Пересматриваю, как Старший брат сцепился с Третьим.
Мысли по поводу, вразброс:
- Лань Сичэнь, кажется, прицельно выбирает побратимов с ямочками на щеках,
- Фильм зазря порушил логику текста, где вот этот самый диалог — не финальная точка замысла убийцы, с приведением в исполнение, а именно триггер: оскорбили мать и спустили с лестницы, и после этого Яо задумал сжить дагэ со свету. В тексте вообще сложнее переплетения вины-невиновности (взять хотя бы решение выставить на поругание голову Вэнь Сюя, а тело вбить в пыль, оч-чень неприятно рифмуется с тем, что в итоге произошло с телом самого Не Минцзюэ), но одно остается неизменным: Минцзюэ неизменно и каждодневно ощущает себя виновным в смерти своих жертв, а бедняжечка А-Яо — не-а, он золотой-пушистый, а судьба его злодейка.
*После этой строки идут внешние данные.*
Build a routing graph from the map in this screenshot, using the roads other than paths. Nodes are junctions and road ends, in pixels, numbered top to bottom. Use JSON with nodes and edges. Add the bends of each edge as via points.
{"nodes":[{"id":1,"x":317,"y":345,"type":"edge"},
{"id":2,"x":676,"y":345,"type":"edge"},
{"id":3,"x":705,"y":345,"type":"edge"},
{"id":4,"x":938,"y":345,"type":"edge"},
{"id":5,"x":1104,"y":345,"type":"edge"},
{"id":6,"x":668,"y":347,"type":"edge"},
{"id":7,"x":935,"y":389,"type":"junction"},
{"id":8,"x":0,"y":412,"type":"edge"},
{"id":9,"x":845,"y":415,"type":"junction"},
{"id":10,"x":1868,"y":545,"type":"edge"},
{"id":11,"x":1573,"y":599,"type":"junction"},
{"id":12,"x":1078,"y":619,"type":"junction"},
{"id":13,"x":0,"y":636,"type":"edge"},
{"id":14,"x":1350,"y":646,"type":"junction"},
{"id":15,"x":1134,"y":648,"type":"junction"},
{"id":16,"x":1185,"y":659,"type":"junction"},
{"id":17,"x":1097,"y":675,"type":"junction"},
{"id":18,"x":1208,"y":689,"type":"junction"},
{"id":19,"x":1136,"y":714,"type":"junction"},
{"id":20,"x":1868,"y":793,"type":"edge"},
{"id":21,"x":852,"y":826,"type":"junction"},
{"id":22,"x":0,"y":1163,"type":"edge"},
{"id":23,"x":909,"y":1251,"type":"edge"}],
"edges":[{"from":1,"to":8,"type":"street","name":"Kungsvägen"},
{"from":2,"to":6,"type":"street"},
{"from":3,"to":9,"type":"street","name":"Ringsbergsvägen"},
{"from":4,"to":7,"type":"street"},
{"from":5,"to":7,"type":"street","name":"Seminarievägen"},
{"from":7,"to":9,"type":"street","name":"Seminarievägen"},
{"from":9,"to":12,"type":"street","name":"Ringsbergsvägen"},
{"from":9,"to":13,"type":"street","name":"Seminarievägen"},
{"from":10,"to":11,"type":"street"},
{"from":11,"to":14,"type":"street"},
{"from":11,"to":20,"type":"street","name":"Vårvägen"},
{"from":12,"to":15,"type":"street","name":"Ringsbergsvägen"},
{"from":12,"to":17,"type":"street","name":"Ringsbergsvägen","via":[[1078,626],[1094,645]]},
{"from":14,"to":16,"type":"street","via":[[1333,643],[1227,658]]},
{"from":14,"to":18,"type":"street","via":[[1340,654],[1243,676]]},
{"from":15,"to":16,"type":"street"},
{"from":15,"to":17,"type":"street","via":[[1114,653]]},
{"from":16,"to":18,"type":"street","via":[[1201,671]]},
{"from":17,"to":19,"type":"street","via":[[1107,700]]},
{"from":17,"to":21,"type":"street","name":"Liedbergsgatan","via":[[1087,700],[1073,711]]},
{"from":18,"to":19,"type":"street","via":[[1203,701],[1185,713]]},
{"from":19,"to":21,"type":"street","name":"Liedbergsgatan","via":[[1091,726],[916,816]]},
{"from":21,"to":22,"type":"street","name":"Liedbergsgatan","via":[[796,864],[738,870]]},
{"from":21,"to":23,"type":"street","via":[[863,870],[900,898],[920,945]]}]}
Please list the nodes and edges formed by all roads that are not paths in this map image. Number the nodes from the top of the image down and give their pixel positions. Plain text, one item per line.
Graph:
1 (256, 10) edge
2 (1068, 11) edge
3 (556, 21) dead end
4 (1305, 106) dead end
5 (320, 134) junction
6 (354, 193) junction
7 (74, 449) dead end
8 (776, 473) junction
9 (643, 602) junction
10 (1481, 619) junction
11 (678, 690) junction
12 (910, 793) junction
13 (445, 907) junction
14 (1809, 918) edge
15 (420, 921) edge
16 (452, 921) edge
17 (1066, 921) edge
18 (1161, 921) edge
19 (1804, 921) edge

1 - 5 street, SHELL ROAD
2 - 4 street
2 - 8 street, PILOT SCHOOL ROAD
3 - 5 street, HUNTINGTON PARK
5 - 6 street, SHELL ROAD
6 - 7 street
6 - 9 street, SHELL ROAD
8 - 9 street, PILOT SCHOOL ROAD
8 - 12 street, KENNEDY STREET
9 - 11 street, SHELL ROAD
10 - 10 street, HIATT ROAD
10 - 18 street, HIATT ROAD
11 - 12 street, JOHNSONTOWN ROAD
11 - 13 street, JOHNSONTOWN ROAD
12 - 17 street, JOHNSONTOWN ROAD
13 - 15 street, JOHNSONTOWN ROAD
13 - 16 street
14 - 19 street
Тьфу!
- Перевод красивый: в исполнении Цзинь Гуанъяо «дагэ» — это звучит именно обращением на вы. Хотя, казалось бы, на вы в этой ситуации было бы «да-сюн». А обращение Лань Сичэня «Минцзюэ-сюн» — кажется гораздо интимнее, хотя формально и грамматически это более высокий штиль. Наверное, дело в интонациях и выражении лица.